**Exercise requirements:**
Working through the records below, count the lines that include "graph". The reply is that number alone.

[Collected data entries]
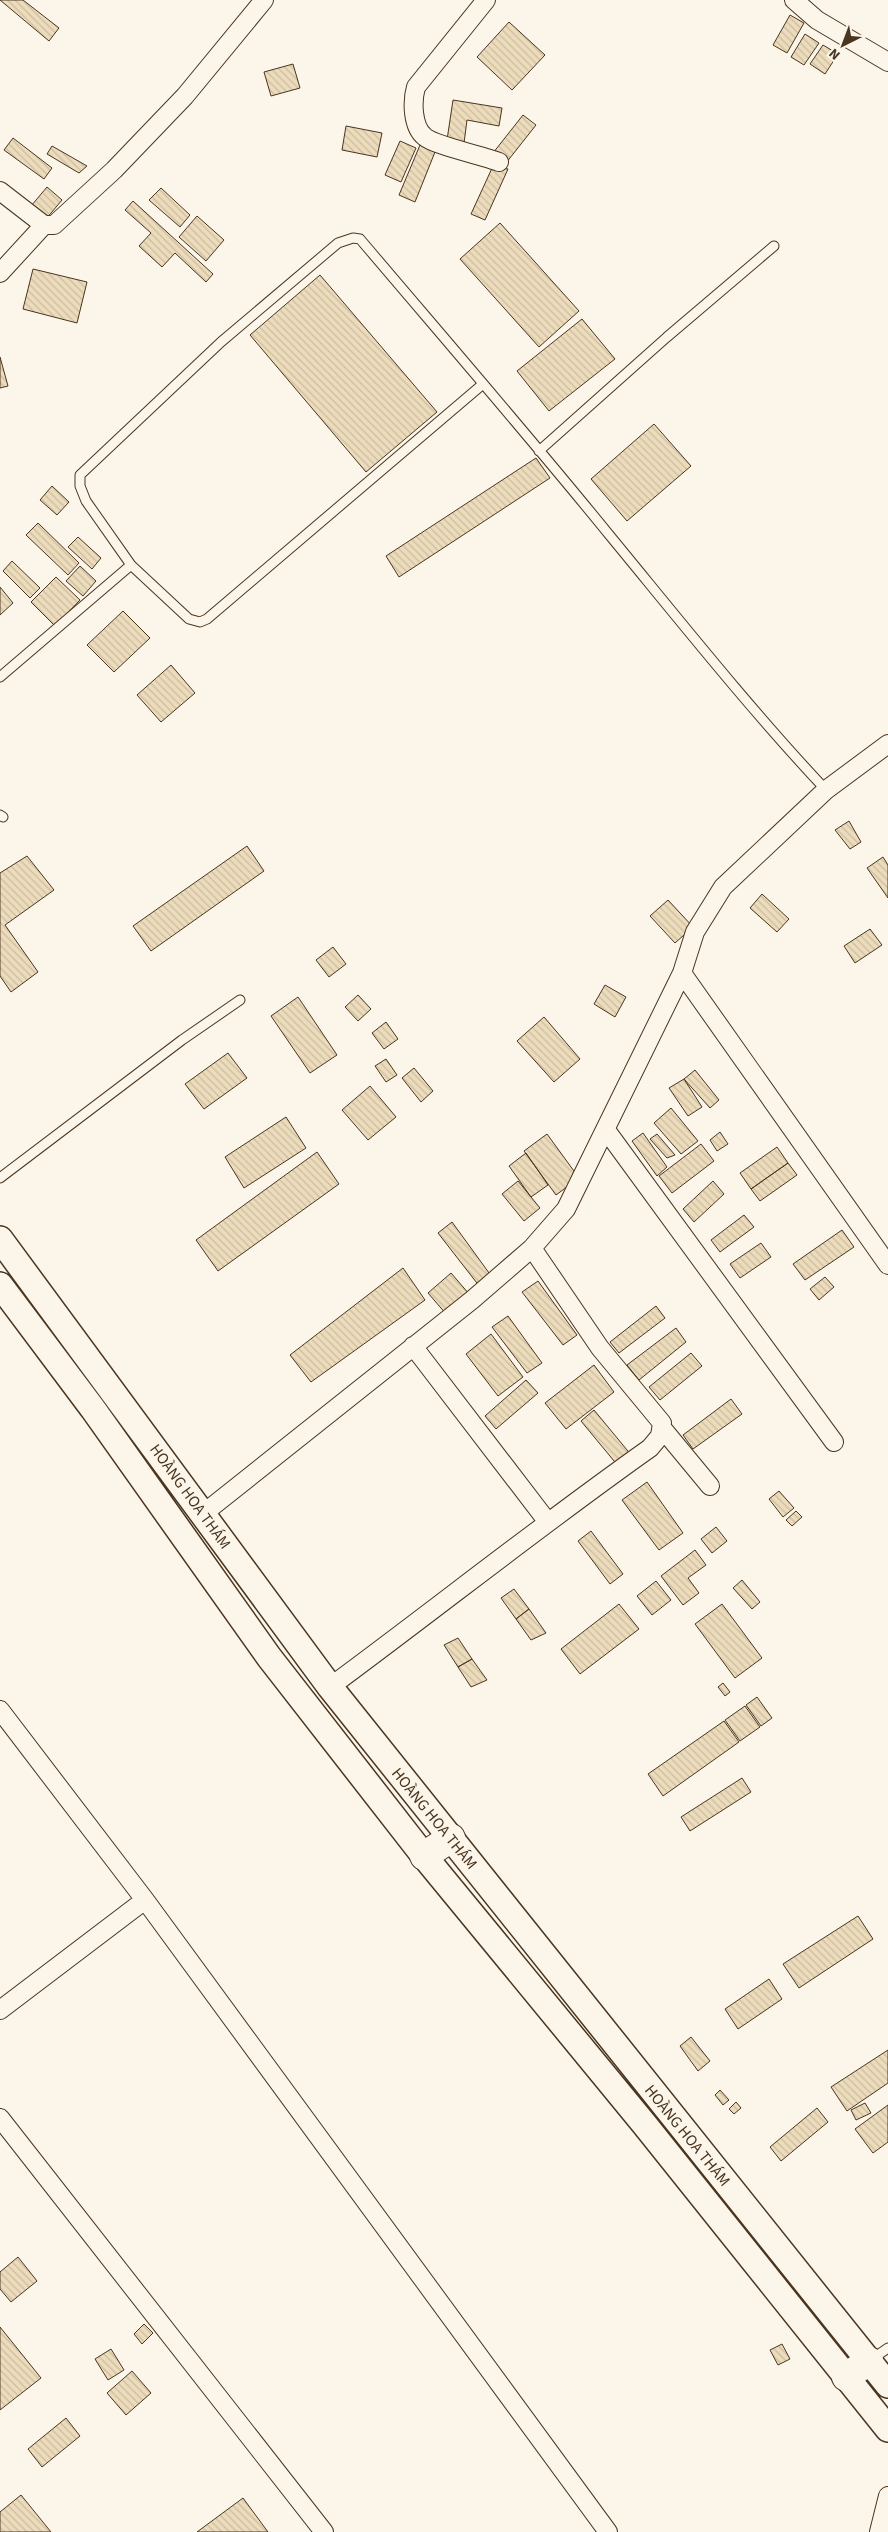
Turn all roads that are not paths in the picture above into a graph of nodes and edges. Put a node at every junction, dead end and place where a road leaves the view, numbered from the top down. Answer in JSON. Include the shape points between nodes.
{"nodes":[{"id":1,"x":264,"y":0,"type":"edge"},
{"id":2,"x":486,"y":0,"type":"edge"},
{"id":3,"x":794,"y":0,"type":"edge"},
{"id":4,"x":888,"y":62,"type":"edge"},
{"id":5,"x":499,"y":162,"type":"dead end"},
{"id":6,"x":0,"y":191,"type":"edge"},
{"id":7,"x":44,"y":225,"type":"junction"},
{"id":8,"x":774,"y":246,"type":"dead end"},
{"id":9,"x":0,"y":273,"type":"edge"},
{"id":10,"x":483,"y":384,"type":"junction"},
{"id":11,"x":540,"y":451,"type":"junction"},
{"id":12,"x":131,"y":565,"type":"junction"},
{"id":13,"x":0,"y":677,"type":"edge"},
{"id":14,"x":888,"y":744,"type":"edge"},
{"id":15,"x":826,"y":790,"type":"junction"},
{"id":16,"x":682,"y":973,"type":"junction"},
{"id":17,"x":240,"y":1000,"type":"dead end"},
{"id":18,"x":606,"y":1130,"type":"junction"},
{"id":19,"x":0,"y":1178,"type":"edge"},
{"id":20,"x":0,"y":1239,"type":"edge"},
{"id":21,"x":532,"y":1248,"type":"junction"},
{"id":22,"x":888,"y":1266,"type":"edge"},
{"id":23,"x":0,"y":1285,"type":"edge"},
{"id":24,"x":413,"y":1346,"type":"junction"},
{"id":25,"x":662,"y":1428,"type":"junction"},
{"id":26,"x":834,"y":1442,"type":"dead end"},
{"id":27,"x":710,"y":1486,"type":"dead end"},
{"id":28,"x":204,"y":1513,"type":"junction"},
{"id":29,"x":547,"y":1521,"type":"junction"},
{"id":30,"x":330,"y":1686,"type":"junction"},
{"id":31,"x":0,"y":1710,"type":"edge"},
{"id":32,"x":451,"y":1838,"type":"junction"},
{"id":33,"x":424,"y":1856,"type":"junction"},
{"id":34,"x":145,"y":1900,"type":"junction"},
{"id":35,"x":0,"y":2010,"type":"edge"},
{"id":36,"x":0,"y":2118,"type":"edge"},
{"id":37,"x":879,"y":2354,"type":"edge"},
{"id":38,"x":846,"y":2377,"type":"junction"},
{"id":39,"x":888,"y":2385,"type":"edge"},
{"id":40,"x":888,"y":2429,"type":"edge"},
{"id":41,"x":888,"y":2496,"type":"edge"},
{"id":42,"x":324,"y":2532,"type":"edge"},
{"id":43,"x":608,"y":2532,"type":"edge"},
{"id":44,"x":878,"y":2532,"type":"edge"}],
"edges":[{"from":1,"to":7,"type":"street","via":[[185,96],[114,170],[54,224]]},
{"from":2,"to":5,"type":"street","via":[[416,86],[416,125],[427,139]]},
{"from":3,"to":4,"type":"street","via":[[817,20]]},
{"from":6,"to":7,"type":"street"},
{"from":7,"to":9,"type":"street"},
{"from":8,"to":11,"type":"lane"},
{"from":10,"to":11,"type":"lane"},
{"from":10,"to":12,"type":"lane","via":[[207,619],[200,622],[189,619]]},
{"from":10,"to":12,"type":"lane","via":[[360,239],[338,243],[221,342],[80,475],[86,501]]},
{"from":11,"to":15,"type":"lane","via":[[724,675]]},
{"from":12,"to":13,"type":"lane"},
{"from":14,"to":15,"type":"street"},
{"from":15,"to":16,"type":"street","via":[[723,887],[695,932]]},
{"from":16,"to":18,"type":"street"},
{"from":16,"to":22,"type":"street"},
{"from":17,"to":19,"type":"lane"},
{"from":18,"to":21,"type":"street","via":[[566,1209]]},
{"from":18,"to":26,"type":"street"},
{"from":20,"to":28,"type":"main road","name":"HOÀNG HOA THÁM"},
{"from":21,"to":24,"type":"street"},
{"from":21,"to":25,"type":"street","via":[[600,1348],[662,1423]]},
{"from":23,"to":33,"type":"main road","name":"HOÀNG HOA THÁM","via":[[94,1409],[269,1657]]},
{"from":24,"to":28,"type":"street"},
{"from":24,"to":29,"type":"street"},
{"from":25,"to":27,"type":"street"},
{"from":25,"to":29,"type":"street","via":[[650,1448]]},
{"from":28,"to":30,"type":"main road","name":"HOÀNG HOA THÁM"},
{"from":29,"to":30,"type":"street","via":[[442,1604]]},
{"from":30,"to":32,"type":"main road","name":"HOÀNG HOA THÁM"},
{"from":31,"to":34,"type":"street"},
{"from":32,"to":33,"type":"main road"},
{"from":32,"to":37,"type":"main road","name":"HOÀNG HOA THÁM"},
{"from":33,"to":38,"type":"main road","name":"HOÀNG HOA THÁM"},
{"from":34,"to":35,"type":"street"},
{"from":34,"to":43,"type":"street"},
{"from":36,"to":42,"type":"street"},
{"from":37,"to":38,"type":"main road"},
{"from":37,"to":39,"type":"main road","name":"HOÀNG HOA THÁM"},
{"from":38,"to":40,"type":"main road","name":"HOÀNG HOA THÁM"},
{"from":41,"to":44,"type":"street"}]}
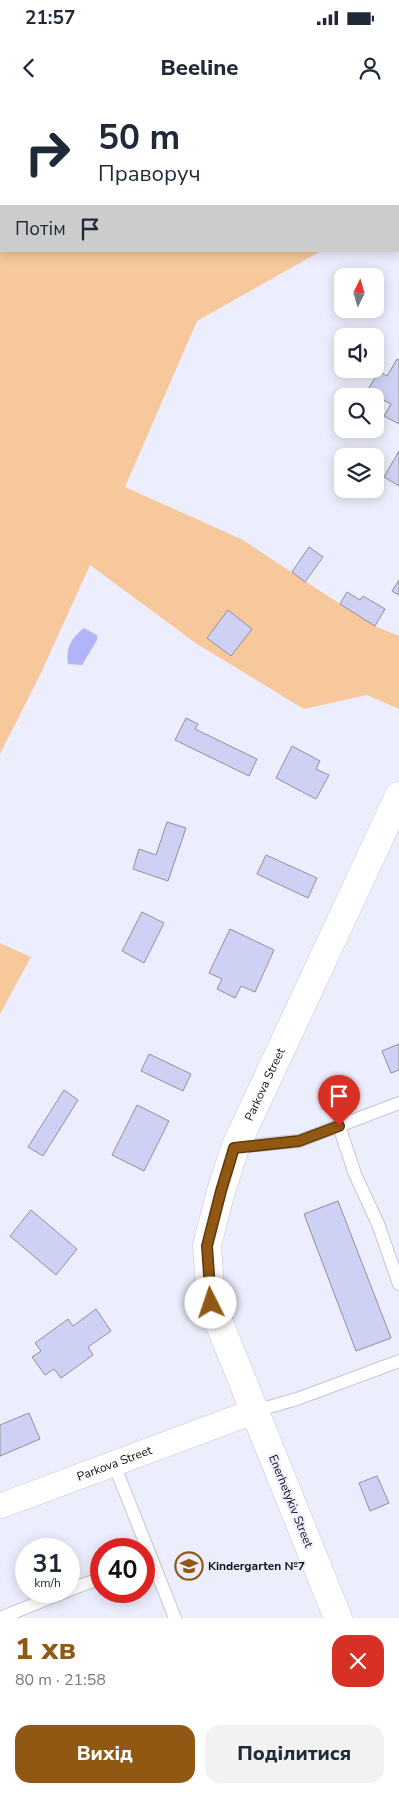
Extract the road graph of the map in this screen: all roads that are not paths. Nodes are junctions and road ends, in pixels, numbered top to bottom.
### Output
1 (399, 796) edge
2 (399, 1103) edge
3 (339, 1126) junction
4 (234, 1148) junction
5 (399, 1284) edge
6 (399, 1361) edge
7 (255, 1412) junction
8 (114, 1464) junction
9 (0, 1506) edge
10 (140, 1538) edge
11 (155, 1574) edge
12 (38, 1603) edge
13 (0, 1618) edge
14 (176, 1618) edge
15 (338, 1618) edge

1 - 4 street, Parkova Street
2 - 3 lane
3 - 4 lane
3 - 5 lane
4 - 7 street, Parkova Street
6 - 7 lane
7 - 8 street, Parkova Street
7 - 15 street, Enerhetykiv Street
8 - 9 street, Parkova Street
8 - 10 lane
11 - 14 lane
12 - 13 lane

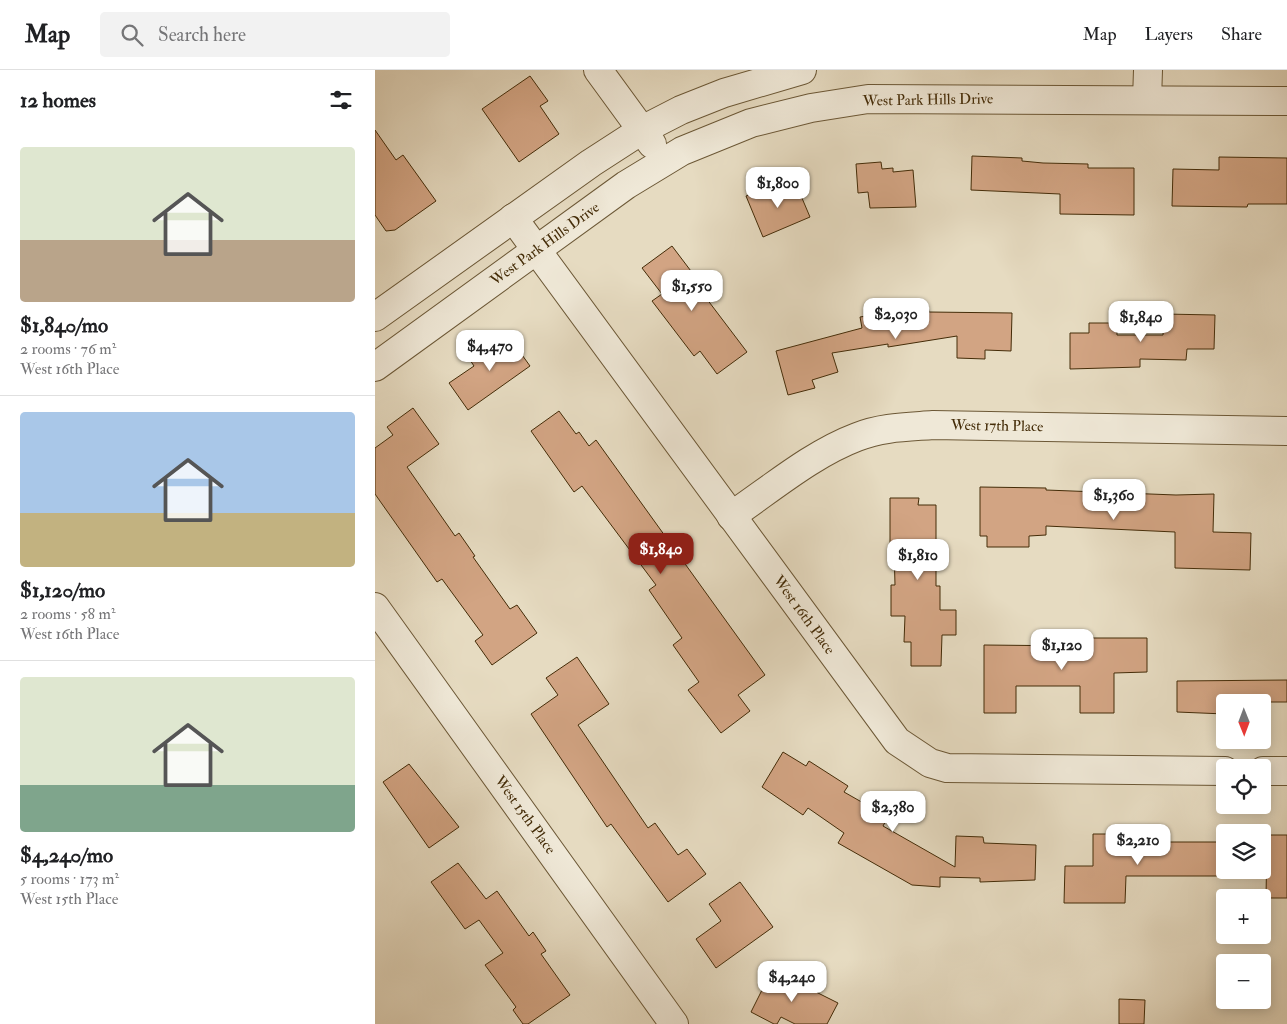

**Output of the exercise:**
2